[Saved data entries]
══════

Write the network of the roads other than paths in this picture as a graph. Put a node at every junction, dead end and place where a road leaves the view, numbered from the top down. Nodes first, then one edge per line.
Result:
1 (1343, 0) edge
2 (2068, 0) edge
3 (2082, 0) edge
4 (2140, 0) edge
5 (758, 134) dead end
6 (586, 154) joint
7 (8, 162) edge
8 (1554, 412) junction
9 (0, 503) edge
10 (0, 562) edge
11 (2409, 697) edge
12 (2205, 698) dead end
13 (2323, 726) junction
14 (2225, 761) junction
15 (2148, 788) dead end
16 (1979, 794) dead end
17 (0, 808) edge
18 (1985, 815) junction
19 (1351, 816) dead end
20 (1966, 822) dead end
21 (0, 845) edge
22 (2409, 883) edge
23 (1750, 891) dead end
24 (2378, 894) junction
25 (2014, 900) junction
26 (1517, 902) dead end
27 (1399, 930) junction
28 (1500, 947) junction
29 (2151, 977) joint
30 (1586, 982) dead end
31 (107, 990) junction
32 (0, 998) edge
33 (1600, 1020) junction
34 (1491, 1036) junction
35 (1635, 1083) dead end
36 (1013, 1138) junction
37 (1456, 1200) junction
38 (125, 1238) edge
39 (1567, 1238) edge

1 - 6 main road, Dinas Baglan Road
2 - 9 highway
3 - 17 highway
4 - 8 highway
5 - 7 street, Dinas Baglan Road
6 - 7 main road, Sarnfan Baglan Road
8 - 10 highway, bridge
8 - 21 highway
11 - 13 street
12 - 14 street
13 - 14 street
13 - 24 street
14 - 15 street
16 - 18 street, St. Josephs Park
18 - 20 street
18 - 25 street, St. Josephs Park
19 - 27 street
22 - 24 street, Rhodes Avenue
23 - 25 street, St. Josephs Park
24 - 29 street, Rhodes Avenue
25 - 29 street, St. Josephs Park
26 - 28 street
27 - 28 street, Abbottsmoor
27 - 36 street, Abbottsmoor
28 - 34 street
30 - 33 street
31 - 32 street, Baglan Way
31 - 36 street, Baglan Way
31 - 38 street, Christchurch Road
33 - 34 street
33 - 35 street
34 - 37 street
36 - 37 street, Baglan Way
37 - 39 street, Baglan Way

══════

Exercise goal
Write out every line from the entries where "Josephs" appears.

Output
16 - 18 street, St. Josephs Park
18 - 25 street, St. Josephs Park
23 - 25 street, St. Josephs Park
25 - 29 street, St. Josephs Park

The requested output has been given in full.